**EXERCISE PROMPT**
Please find every line in the records below that contains the word "strong", and copy it.

[Dataset entries]
↓↓↓

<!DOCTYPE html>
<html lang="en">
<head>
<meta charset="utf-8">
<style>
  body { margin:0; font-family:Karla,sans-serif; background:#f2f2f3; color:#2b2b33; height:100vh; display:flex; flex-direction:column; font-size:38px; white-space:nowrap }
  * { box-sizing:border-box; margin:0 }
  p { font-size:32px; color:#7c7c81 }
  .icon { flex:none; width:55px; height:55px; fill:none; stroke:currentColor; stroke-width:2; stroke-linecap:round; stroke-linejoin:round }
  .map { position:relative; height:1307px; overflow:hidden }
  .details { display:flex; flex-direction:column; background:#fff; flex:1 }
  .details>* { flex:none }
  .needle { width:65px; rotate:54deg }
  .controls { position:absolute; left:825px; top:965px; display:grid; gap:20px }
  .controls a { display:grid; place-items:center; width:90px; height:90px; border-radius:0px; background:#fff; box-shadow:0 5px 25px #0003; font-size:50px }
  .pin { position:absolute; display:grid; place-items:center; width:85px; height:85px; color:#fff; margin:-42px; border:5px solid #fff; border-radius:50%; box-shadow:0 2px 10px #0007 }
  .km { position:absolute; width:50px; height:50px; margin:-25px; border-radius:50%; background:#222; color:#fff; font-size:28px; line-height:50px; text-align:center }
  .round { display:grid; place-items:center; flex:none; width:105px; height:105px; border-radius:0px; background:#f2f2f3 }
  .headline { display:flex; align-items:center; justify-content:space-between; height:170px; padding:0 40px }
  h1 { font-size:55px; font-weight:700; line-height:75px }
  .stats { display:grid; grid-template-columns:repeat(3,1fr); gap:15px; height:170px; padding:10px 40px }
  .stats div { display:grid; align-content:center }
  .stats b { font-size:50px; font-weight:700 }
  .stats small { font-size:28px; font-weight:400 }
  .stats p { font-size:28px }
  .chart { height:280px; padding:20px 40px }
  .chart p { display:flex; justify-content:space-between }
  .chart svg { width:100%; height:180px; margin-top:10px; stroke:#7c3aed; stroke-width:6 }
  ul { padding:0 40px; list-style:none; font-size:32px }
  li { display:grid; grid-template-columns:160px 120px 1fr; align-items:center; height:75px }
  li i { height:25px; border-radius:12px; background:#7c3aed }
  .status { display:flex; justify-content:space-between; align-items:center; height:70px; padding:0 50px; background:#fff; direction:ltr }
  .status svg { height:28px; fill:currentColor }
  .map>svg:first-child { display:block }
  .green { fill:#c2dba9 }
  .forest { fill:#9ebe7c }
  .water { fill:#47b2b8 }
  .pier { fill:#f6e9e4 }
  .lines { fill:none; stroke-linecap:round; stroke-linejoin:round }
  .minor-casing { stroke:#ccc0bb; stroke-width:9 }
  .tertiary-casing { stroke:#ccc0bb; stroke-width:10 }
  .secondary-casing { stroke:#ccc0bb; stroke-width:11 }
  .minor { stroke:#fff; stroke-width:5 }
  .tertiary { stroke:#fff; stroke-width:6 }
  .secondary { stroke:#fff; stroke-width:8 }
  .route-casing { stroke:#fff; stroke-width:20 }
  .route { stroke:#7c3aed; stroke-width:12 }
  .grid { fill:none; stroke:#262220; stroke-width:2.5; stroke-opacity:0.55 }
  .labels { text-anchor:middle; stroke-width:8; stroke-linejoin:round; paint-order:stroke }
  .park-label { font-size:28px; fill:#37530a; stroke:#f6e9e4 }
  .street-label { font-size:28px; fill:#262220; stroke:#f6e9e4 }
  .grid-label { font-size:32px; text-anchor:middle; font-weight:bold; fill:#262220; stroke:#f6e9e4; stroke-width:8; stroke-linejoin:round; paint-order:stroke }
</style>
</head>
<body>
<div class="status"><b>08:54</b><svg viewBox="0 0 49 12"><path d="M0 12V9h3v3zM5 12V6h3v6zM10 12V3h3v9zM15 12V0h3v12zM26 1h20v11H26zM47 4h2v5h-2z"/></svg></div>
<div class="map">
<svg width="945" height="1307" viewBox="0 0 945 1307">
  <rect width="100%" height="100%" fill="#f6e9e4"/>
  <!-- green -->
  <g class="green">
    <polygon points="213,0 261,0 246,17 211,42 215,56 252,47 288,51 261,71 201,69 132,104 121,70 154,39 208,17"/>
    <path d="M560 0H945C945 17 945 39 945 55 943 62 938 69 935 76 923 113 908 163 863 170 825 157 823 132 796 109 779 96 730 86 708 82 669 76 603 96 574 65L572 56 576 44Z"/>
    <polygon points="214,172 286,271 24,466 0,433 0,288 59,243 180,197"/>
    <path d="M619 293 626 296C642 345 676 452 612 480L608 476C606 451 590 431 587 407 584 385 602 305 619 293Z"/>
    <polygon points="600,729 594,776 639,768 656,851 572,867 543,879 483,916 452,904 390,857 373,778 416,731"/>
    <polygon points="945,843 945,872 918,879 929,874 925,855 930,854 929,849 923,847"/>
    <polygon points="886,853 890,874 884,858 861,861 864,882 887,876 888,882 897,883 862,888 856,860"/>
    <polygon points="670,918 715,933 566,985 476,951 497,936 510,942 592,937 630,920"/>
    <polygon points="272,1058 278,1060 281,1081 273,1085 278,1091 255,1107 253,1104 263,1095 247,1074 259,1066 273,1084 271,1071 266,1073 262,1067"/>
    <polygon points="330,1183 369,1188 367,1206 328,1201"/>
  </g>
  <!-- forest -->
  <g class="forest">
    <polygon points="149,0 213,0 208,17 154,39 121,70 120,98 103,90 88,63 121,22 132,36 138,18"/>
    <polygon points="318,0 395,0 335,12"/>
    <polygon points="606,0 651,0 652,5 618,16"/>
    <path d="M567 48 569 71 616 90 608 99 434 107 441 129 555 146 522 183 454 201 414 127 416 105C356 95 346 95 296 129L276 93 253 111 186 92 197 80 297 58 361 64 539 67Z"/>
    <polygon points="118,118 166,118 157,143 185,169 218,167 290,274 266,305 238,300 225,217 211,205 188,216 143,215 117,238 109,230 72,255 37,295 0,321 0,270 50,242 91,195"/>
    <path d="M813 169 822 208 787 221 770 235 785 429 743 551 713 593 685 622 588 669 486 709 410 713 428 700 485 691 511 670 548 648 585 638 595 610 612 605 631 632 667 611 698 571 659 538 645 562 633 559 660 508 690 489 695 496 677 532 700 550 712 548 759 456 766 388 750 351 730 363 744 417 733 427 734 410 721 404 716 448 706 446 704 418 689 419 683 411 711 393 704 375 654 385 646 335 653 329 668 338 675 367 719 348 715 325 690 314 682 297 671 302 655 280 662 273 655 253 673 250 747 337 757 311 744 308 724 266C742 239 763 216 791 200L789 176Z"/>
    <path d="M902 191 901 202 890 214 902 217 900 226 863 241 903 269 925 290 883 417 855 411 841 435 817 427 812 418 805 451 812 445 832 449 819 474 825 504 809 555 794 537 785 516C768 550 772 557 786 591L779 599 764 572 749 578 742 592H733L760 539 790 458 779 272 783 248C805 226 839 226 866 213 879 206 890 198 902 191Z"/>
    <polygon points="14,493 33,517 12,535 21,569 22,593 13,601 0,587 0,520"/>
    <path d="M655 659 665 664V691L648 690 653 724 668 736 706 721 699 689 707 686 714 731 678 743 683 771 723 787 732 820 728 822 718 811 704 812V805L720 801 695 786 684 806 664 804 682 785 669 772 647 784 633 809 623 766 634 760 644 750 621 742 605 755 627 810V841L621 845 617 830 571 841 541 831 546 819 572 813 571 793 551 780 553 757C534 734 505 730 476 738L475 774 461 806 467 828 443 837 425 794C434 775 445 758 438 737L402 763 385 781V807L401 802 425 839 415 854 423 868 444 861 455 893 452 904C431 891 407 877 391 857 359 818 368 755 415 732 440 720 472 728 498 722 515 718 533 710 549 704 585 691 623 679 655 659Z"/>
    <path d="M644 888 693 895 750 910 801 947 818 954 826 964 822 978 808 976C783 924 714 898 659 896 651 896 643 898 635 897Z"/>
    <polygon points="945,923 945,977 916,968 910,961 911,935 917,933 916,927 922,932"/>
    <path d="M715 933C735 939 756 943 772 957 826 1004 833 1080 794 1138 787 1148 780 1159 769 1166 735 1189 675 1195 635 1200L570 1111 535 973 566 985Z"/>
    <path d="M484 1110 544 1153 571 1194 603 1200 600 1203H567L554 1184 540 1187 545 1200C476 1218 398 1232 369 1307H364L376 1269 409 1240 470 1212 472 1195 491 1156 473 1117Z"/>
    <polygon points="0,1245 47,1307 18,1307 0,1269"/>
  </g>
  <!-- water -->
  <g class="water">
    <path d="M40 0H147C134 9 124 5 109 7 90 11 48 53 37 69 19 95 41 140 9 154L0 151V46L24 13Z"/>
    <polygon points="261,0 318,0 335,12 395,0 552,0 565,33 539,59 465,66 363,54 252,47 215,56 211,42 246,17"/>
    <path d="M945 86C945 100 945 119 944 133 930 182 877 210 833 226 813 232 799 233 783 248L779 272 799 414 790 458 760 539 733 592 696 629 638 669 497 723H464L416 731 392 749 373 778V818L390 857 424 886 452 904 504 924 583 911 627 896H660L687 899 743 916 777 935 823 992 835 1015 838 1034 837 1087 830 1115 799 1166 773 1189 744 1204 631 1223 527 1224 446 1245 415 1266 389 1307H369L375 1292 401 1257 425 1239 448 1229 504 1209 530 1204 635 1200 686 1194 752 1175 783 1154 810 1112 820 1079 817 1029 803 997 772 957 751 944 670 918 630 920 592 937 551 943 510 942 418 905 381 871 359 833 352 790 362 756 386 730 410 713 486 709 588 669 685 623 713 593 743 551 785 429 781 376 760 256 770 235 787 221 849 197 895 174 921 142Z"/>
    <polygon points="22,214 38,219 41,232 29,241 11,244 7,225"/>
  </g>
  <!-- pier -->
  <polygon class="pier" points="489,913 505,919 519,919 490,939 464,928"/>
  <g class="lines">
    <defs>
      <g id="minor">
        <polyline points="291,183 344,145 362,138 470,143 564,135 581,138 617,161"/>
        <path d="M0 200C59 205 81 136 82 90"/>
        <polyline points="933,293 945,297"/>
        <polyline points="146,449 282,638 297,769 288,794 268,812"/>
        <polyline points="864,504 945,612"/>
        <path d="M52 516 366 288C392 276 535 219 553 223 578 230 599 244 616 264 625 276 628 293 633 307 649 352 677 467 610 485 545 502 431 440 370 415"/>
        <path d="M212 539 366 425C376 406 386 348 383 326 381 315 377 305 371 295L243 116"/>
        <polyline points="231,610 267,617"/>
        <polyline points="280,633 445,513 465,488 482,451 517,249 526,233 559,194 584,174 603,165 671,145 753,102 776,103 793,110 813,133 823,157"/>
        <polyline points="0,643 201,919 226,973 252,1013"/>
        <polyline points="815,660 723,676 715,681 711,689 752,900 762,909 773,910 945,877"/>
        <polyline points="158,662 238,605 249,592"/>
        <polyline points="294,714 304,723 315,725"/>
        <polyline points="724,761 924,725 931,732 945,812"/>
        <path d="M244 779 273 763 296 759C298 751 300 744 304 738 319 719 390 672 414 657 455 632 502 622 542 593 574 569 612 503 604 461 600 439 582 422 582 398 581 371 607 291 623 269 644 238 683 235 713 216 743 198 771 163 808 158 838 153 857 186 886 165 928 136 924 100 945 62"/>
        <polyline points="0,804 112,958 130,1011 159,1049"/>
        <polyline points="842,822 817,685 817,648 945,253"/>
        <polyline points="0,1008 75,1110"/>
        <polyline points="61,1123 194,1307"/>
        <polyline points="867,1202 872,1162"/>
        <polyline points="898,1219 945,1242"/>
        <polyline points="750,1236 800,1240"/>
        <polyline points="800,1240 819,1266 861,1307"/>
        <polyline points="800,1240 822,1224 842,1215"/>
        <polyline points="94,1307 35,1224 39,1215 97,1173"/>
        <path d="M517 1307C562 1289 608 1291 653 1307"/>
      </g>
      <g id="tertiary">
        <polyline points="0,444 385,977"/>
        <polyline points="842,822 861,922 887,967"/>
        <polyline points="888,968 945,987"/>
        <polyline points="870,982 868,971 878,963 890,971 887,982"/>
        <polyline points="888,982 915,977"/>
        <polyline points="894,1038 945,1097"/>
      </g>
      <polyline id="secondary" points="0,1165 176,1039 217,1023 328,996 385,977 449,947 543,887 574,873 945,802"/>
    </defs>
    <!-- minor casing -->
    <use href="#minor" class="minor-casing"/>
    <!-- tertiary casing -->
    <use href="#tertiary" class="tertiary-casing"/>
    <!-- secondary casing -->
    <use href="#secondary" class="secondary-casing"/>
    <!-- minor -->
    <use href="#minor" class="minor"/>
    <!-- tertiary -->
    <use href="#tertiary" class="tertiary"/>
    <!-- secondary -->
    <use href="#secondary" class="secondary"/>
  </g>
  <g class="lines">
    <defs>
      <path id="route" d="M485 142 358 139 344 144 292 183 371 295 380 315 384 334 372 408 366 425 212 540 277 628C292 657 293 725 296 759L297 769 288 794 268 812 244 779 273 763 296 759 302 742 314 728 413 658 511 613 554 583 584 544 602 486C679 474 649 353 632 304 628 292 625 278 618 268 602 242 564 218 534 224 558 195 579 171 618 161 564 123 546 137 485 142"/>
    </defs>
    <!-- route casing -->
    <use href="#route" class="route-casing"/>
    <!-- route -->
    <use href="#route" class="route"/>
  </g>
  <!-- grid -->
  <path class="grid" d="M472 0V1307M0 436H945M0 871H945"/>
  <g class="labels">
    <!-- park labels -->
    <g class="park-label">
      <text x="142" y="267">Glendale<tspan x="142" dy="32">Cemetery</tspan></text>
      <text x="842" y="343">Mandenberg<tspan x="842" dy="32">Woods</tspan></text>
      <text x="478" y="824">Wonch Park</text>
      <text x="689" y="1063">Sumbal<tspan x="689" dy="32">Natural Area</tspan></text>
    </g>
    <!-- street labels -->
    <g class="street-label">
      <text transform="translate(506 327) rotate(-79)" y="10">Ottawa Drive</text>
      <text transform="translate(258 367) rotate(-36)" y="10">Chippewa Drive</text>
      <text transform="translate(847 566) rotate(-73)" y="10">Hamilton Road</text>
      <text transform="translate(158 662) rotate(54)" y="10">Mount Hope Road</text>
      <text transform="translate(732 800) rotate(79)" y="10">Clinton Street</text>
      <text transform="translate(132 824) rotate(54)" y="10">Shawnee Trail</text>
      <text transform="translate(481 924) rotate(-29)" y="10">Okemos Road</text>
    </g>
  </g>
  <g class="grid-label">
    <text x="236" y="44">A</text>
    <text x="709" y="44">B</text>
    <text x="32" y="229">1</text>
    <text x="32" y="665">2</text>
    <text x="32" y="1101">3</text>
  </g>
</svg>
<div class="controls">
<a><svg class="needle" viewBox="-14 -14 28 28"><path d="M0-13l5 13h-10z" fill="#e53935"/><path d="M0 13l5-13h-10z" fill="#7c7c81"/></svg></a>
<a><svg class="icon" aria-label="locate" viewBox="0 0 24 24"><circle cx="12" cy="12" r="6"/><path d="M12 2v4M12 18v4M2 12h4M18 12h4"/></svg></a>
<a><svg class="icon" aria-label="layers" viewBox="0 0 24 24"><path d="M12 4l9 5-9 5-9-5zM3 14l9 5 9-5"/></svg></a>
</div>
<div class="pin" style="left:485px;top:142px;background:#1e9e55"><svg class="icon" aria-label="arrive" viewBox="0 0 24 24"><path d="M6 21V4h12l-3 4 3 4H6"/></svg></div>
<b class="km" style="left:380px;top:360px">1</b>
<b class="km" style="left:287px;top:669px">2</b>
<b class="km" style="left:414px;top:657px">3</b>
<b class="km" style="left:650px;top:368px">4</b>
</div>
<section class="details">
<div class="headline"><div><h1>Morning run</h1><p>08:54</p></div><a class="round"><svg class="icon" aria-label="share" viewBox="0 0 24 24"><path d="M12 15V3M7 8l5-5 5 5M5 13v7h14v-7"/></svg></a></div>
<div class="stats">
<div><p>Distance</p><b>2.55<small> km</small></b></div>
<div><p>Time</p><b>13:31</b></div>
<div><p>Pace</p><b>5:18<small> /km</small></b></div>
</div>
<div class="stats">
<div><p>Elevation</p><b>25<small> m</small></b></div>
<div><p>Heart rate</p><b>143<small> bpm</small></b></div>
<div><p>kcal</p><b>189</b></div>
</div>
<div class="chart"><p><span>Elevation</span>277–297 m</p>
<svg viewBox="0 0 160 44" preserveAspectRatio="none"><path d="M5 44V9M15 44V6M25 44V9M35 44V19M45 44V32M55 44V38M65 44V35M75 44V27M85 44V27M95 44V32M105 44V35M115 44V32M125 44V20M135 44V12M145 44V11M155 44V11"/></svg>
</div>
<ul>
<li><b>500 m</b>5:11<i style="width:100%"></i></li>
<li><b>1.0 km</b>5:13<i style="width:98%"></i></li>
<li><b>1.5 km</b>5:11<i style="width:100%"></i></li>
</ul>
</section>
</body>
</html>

↑↑↑
↓↓↓

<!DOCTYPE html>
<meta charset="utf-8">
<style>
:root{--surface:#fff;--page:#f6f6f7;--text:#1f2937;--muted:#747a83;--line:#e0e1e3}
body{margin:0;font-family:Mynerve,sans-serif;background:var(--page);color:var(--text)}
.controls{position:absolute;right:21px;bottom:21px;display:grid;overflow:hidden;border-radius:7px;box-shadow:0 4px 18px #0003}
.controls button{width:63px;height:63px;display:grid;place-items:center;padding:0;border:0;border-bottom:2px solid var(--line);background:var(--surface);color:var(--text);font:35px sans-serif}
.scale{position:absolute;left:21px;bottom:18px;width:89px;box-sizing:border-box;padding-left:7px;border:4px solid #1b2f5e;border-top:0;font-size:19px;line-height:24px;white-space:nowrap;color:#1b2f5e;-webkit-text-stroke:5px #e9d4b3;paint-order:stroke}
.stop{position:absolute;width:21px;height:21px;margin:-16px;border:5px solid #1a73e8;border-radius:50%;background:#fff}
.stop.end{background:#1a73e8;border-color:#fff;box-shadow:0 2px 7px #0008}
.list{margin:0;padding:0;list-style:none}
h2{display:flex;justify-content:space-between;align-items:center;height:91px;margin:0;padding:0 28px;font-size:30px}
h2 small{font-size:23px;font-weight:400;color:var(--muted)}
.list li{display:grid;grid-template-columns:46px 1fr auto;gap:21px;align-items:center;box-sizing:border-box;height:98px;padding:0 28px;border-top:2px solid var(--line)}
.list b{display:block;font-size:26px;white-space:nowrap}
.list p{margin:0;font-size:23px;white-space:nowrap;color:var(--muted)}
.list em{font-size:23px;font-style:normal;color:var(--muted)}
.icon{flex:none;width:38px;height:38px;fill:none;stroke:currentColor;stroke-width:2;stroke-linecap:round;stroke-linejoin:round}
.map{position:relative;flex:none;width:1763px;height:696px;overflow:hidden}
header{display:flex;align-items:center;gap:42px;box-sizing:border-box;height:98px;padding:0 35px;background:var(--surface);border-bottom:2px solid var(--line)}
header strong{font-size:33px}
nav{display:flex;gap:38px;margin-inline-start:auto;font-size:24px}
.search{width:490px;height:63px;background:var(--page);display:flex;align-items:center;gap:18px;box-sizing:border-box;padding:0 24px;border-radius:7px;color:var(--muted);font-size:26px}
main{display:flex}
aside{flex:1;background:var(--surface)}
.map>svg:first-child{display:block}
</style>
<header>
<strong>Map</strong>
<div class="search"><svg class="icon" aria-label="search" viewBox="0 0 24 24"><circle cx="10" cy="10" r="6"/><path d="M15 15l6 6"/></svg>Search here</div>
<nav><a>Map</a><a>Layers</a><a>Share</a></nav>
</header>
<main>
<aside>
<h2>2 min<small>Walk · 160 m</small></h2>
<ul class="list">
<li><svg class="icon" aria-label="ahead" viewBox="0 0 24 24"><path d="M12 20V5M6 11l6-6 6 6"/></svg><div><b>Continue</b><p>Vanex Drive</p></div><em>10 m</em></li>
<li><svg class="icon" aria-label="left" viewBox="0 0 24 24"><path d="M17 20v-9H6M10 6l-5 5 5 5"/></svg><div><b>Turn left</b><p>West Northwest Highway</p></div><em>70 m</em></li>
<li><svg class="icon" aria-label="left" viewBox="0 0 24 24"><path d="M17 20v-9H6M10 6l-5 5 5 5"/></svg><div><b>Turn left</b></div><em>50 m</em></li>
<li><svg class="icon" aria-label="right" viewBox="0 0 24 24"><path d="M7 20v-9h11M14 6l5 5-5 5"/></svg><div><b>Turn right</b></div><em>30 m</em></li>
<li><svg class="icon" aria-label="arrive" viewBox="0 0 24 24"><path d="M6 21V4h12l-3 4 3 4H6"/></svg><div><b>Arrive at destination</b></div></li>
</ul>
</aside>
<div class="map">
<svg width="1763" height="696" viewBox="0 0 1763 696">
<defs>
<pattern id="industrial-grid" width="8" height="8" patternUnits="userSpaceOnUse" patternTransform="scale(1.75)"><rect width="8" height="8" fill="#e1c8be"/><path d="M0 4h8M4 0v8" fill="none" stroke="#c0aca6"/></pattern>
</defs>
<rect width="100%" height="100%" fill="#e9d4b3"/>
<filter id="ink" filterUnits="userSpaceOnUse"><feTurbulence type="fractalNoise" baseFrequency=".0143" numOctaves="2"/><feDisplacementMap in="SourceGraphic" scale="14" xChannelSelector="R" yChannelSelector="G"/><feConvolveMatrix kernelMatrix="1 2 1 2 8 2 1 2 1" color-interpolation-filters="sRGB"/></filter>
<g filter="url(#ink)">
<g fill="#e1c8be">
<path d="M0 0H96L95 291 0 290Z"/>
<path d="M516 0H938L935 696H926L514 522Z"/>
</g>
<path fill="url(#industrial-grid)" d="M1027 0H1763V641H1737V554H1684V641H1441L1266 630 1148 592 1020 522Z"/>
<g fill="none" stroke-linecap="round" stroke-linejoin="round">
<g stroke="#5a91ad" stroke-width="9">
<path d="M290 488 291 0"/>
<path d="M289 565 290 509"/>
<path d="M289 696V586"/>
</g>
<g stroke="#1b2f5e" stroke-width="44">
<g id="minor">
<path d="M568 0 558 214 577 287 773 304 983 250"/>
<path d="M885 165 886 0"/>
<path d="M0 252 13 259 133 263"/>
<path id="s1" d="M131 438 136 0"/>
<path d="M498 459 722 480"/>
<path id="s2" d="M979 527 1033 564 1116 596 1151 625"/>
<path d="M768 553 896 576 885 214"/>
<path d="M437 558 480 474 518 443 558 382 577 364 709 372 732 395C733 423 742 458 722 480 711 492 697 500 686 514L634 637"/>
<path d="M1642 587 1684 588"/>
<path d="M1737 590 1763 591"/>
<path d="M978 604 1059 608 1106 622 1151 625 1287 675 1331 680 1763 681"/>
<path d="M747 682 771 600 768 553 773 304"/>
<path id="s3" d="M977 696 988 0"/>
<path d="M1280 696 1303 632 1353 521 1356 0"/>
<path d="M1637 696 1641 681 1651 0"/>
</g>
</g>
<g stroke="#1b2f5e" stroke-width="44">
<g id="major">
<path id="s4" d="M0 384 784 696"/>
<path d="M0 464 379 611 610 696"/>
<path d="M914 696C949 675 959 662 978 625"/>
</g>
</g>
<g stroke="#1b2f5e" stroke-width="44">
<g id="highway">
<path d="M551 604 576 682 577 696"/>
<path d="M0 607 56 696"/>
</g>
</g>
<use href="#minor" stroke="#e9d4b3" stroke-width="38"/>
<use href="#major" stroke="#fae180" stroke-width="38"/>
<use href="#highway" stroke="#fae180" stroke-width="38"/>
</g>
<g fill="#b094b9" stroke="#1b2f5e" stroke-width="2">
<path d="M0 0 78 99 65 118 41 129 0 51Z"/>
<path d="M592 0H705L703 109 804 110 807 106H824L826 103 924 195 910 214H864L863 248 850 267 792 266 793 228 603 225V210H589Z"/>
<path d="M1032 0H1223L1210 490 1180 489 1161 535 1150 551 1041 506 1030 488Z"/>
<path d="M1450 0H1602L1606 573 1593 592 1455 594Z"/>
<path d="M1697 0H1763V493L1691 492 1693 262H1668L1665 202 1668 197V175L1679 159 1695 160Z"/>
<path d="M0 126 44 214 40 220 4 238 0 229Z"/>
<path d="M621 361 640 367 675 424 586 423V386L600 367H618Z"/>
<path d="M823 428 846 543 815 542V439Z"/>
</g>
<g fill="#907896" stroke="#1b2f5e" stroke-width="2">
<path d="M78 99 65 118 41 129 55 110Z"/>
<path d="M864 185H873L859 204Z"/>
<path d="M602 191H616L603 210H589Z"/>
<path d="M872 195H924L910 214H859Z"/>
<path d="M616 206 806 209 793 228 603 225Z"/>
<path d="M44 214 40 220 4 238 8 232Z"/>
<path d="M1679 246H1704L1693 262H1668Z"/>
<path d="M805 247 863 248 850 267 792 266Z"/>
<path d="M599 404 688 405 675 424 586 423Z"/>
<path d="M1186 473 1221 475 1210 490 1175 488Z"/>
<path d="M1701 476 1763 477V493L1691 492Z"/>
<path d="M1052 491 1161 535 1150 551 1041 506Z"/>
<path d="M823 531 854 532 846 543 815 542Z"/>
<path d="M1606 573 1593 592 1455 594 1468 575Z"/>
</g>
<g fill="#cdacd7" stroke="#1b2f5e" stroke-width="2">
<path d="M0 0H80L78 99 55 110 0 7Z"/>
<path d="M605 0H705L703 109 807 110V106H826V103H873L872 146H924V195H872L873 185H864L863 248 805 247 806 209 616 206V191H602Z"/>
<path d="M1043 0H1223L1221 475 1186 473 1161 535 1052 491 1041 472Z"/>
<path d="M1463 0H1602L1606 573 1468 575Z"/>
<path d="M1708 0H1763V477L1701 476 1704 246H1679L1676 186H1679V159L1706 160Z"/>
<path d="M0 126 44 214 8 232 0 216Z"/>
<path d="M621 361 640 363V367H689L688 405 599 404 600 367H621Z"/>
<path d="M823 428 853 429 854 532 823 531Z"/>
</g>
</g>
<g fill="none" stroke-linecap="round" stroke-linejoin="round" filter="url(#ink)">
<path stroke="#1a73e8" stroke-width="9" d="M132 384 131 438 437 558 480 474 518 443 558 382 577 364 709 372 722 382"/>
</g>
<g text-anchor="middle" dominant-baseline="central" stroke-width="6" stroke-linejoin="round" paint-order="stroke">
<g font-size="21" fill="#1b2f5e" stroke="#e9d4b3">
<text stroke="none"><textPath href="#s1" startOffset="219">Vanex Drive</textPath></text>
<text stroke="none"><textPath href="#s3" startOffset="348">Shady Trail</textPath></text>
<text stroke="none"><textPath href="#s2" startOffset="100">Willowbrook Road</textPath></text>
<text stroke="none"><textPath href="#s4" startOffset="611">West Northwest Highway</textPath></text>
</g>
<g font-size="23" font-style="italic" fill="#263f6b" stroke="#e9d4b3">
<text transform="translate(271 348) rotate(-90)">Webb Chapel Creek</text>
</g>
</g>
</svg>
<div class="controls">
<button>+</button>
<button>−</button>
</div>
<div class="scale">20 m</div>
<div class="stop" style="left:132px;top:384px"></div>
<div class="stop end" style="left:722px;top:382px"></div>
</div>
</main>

↑↑↑

**SOLUTION TO THIS EXERCISE**
header strong{font-size:33px}
<strong>Map</strong>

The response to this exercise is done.